2. Review of new requirements
In addition to the rights and obligations mentioned above, Law 5 and its regulations confer specific rights on users and impose particular obligations on health bodies, including the following:
- Personnel training: A health body must ensure that the members of its personnel and the professionals practising their profession within the body, including students and trainees, receive training regarding the protection of information recognized by the Minister as soon as they begin working or practising their profession within the body.
- Express consent for the use and communication of information: Health information may only be used or disclosed in accordance with Law 5, subject to the express consent of the person concerned. Express consent by default is a requirement specific to Law 5 that has no equivalent in Law 25.
- Use and disclosure of de-identified information by default: When it is possible to use or communicate health information in a form that does not directly identify the person concerned, the use or communication must be in that form.
- Proof of consent: A health body must keep proof of any consent it receives.
- Collection: When collecting health information, the health body must provide the persons concerned with certain information that is not required under Law 25, namely:
- The possibility of restricting or refusing access to health information, and how to exercise this right;
- The period of time the health information will be kept.

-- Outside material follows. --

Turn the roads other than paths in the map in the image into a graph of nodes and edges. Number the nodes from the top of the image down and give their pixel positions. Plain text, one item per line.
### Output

Moreover, unlike Law 25, there is no requirement for a health body to inform the persons concerned of the possibility that the information may be communicated outside Quebec or to third parties or categories of third parties.

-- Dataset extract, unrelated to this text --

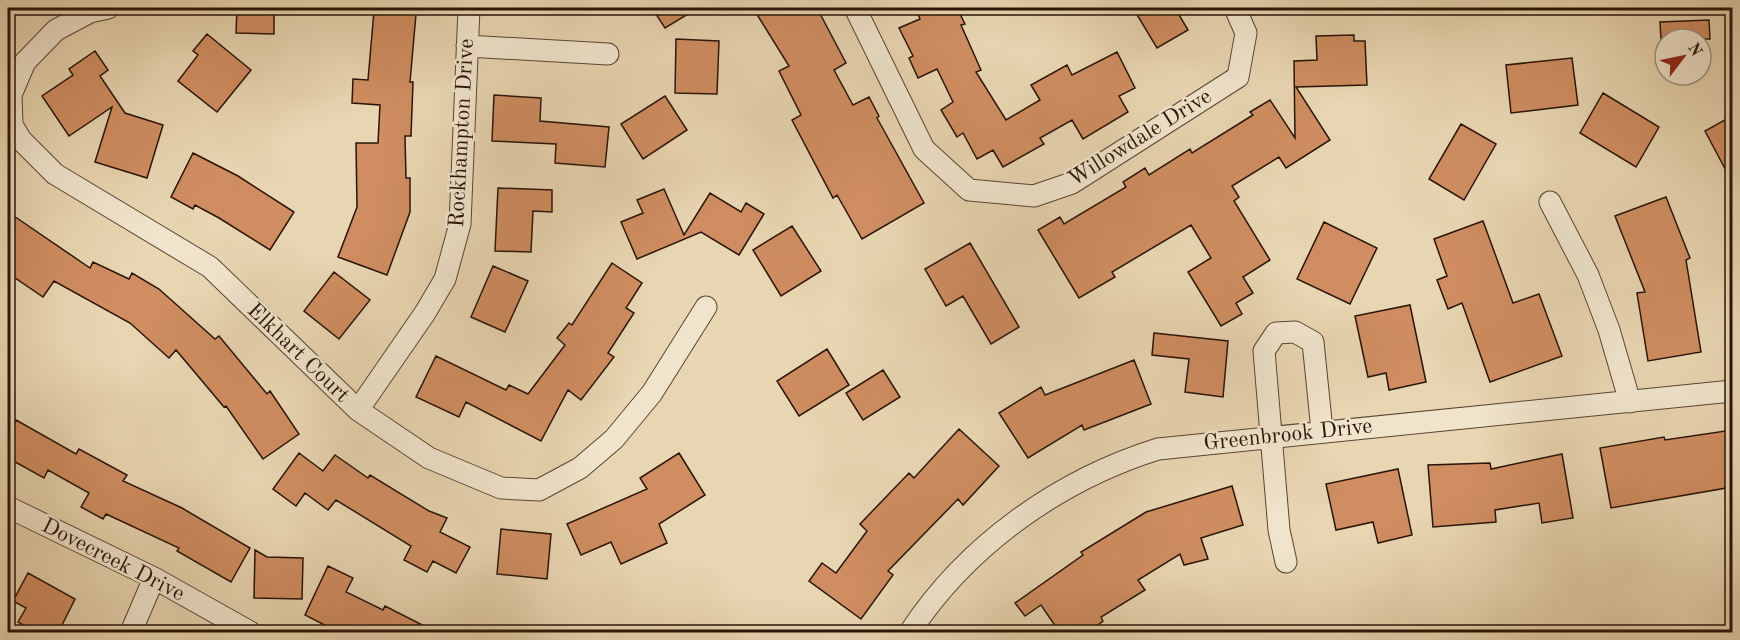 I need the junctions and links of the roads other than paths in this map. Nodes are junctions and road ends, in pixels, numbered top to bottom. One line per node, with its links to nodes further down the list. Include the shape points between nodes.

- Certification of a technological product or service: The government may, by regulation, determine the cases and circumstances under which health bodies are required to use only certified technological products or services. When a regulation requires certification, a health body cannot acquire or use an uncertified technological product. It is also obliged to enter any technological products or services used in a register, which it must publish on its website or make available to the public by any other appropriate means. It is also responsible for regularly updating this register to account for any changes made to technological products or services.

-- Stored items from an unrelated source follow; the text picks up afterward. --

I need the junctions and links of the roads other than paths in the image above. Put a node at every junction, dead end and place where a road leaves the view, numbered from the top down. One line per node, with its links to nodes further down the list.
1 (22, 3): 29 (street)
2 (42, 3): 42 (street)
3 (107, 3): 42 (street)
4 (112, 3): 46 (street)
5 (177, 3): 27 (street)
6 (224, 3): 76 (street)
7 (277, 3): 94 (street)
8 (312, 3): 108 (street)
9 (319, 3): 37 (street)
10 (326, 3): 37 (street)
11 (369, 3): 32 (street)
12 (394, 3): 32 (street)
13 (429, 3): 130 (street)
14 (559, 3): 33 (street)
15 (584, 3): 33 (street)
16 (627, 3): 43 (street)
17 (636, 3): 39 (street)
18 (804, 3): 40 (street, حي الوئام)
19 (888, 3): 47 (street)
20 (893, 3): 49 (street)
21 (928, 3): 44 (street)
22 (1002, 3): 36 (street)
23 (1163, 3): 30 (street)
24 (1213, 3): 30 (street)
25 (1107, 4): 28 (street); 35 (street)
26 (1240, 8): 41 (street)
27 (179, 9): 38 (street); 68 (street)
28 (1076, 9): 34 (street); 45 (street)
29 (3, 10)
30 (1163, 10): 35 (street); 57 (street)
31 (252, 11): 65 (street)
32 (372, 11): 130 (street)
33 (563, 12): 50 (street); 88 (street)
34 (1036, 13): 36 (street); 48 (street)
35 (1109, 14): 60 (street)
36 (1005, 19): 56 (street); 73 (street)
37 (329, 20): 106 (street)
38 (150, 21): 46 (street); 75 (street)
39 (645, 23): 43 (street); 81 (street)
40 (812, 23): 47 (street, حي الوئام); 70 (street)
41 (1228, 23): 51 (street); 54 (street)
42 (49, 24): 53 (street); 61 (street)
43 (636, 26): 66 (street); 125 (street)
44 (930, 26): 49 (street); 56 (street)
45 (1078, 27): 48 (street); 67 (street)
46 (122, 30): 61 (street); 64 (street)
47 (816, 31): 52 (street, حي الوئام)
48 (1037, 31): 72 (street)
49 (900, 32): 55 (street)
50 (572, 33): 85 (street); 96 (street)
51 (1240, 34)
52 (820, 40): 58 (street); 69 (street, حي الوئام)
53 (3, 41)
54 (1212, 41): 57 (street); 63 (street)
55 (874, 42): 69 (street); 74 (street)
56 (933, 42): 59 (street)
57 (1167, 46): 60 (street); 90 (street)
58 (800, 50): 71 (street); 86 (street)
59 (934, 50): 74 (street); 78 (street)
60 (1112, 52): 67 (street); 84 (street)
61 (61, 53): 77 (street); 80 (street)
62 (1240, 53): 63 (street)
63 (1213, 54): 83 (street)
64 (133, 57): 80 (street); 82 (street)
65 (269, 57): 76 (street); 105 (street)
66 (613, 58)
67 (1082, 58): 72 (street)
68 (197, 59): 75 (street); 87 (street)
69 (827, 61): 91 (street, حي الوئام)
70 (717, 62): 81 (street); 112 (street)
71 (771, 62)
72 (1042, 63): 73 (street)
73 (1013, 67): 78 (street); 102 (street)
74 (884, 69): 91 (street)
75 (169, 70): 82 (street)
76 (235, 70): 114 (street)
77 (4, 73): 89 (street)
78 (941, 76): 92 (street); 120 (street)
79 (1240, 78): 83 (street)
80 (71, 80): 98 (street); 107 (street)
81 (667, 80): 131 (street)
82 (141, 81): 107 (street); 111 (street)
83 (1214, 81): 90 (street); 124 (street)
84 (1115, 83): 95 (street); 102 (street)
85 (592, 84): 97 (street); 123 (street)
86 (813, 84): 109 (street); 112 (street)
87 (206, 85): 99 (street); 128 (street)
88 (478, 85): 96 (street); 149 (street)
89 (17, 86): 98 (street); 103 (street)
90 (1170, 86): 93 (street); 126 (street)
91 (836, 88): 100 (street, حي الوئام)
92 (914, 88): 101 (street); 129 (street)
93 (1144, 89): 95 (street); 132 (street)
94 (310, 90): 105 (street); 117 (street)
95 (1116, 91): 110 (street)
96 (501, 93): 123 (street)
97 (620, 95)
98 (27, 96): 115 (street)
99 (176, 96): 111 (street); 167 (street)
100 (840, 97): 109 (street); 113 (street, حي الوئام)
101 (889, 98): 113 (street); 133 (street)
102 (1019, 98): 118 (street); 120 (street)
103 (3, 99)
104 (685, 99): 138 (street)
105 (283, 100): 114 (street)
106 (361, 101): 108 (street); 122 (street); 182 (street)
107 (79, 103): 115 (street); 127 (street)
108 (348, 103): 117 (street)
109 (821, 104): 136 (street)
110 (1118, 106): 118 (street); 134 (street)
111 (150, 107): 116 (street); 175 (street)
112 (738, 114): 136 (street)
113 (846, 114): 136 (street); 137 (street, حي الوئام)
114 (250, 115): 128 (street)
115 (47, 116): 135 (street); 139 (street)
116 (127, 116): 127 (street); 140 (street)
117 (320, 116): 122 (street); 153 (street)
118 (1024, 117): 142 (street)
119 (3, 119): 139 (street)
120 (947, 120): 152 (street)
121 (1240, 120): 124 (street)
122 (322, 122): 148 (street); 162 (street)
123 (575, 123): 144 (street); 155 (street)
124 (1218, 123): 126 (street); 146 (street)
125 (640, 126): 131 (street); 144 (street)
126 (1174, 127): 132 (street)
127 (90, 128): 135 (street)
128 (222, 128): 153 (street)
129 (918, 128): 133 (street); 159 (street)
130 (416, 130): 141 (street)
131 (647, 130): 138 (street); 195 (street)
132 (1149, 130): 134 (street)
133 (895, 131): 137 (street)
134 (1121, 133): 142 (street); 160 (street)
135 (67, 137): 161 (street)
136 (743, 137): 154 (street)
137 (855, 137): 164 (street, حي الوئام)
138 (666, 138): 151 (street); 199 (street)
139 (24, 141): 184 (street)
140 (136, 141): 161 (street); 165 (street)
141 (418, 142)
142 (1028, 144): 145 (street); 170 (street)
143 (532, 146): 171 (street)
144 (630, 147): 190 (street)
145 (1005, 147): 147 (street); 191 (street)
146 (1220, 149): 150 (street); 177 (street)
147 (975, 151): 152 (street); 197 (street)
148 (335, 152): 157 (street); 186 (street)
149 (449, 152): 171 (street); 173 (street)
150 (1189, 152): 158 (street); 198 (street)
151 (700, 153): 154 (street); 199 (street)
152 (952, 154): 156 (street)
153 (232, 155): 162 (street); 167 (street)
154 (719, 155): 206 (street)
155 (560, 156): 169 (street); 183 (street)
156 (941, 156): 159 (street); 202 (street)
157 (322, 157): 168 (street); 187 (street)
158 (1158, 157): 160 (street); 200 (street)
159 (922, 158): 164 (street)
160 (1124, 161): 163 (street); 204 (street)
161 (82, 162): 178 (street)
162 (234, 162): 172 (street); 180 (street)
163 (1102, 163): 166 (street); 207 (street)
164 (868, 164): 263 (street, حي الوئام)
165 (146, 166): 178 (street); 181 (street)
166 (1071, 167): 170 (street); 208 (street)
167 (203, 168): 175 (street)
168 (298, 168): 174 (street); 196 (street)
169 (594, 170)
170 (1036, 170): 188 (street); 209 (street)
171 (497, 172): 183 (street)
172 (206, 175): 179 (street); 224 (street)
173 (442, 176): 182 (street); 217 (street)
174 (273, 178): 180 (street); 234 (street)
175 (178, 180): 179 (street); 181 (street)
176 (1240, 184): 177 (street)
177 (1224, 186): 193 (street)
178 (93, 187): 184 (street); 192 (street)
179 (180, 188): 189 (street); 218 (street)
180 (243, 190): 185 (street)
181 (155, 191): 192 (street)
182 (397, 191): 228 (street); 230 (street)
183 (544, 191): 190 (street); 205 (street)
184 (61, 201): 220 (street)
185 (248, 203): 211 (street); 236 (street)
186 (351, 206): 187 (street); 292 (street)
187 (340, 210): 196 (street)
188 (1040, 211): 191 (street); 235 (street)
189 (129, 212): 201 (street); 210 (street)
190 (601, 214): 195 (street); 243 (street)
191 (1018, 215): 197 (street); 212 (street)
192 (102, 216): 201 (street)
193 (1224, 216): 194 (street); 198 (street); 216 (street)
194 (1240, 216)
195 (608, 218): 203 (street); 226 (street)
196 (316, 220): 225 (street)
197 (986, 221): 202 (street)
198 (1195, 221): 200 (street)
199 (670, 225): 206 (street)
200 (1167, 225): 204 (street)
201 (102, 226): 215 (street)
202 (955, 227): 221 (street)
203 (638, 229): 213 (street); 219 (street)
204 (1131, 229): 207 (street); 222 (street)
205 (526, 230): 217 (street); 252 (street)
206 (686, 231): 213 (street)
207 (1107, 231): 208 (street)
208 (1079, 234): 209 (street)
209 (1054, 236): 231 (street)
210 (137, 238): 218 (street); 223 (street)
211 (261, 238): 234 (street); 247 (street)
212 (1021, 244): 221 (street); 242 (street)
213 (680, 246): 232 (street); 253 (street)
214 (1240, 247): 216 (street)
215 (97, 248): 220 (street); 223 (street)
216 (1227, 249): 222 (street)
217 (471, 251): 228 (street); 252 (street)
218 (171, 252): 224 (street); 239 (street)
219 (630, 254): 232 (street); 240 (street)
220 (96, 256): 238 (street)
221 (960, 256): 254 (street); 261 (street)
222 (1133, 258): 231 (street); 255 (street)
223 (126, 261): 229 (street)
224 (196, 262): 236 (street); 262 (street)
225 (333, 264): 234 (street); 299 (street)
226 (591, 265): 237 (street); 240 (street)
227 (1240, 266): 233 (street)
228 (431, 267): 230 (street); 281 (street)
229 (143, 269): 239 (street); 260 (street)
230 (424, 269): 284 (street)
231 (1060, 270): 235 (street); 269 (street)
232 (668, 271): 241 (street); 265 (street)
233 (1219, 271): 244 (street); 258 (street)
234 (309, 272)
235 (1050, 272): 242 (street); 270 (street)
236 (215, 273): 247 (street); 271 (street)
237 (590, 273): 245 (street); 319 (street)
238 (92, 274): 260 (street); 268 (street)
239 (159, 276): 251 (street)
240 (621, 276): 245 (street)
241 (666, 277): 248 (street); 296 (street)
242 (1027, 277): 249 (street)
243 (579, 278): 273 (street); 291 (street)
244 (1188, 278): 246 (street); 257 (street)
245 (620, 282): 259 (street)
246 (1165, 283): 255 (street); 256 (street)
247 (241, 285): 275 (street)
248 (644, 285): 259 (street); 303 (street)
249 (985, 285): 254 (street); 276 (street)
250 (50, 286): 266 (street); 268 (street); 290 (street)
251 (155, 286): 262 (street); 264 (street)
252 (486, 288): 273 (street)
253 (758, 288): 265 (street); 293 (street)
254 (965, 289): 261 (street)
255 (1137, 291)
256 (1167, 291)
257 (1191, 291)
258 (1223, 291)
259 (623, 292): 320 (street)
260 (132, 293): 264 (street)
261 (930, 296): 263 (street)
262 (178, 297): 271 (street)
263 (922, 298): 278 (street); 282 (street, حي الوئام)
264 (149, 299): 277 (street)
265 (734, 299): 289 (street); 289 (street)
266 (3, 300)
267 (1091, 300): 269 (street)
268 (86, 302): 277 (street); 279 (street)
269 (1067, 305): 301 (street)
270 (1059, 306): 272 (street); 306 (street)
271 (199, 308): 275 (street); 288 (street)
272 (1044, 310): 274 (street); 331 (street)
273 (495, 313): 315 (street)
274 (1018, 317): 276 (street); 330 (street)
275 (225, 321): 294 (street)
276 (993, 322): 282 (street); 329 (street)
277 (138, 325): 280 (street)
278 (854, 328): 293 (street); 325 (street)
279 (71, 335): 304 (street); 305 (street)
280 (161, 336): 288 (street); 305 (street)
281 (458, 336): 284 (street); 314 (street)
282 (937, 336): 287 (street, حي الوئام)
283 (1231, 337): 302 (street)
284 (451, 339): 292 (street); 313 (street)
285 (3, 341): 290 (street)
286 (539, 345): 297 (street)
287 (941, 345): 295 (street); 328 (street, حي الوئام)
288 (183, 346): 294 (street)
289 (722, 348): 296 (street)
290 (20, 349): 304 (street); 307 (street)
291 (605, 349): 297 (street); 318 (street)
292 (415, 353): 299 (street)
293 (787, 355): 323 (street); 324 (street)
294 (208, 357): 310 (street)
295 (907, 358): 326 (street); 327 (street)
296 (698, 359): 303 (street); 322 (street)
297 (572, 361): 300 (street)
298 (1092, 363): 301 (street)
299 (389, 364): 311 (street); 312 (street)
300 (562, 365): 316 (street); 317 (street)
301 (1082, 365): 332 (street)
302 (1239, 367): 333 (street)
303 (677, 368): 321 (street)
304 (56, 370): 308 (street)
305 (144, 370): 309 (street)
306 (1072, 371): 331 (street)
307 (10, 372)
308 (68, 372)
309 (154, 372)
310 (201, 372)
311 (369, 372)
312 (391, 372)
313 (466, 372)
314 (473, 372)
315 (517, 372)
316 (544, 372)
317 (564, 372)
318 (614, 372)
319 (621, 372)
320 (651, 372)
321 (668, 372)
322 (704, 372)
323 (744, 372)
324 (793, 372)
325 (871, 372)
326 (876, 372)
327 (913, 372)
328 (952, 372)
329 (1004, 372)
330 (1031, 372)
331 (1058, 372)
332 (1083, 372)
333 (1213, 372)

- Access logging: A health body must be able to identify who has accessed, used, or disclosed health information, as well as the date and time it was accessed, used, or communicated. A logging report must be submitted annually to the Minister of Health and Social Services. Note that at the date of publication of this article, this provision has not yet come into force.
- Restriction of access by the person concerned: A person concerned may restrict access to one or more pieces of health information about them held by a health body. That person can restrict access to a service provider or category of service providers.
- Rights of access to health information granted to various categories of persons: Law 5 grants rights of access to health information in certain circumstances, notably to persons related to a minor, a person of full age, or a deceased person; researchers; and service providers (professional or non-professional).
Conclusion
Law 5 establishes a comprehensive and exclusive legal framework regarding health information. This complex system can apply not only to public sector health and social services bodies and health care facilities, but also to certain private sector organizations (to find out more, read our first article on the subject). However, for personal information that is not “health information” within the meaning of Law 5, organizations remain subject to the Privacy Act or the Access Act, as the case may be. Organizations likely to be subject to Law 5 should obtain legal advice on how to implement the various obligations relating to the personal information they hold.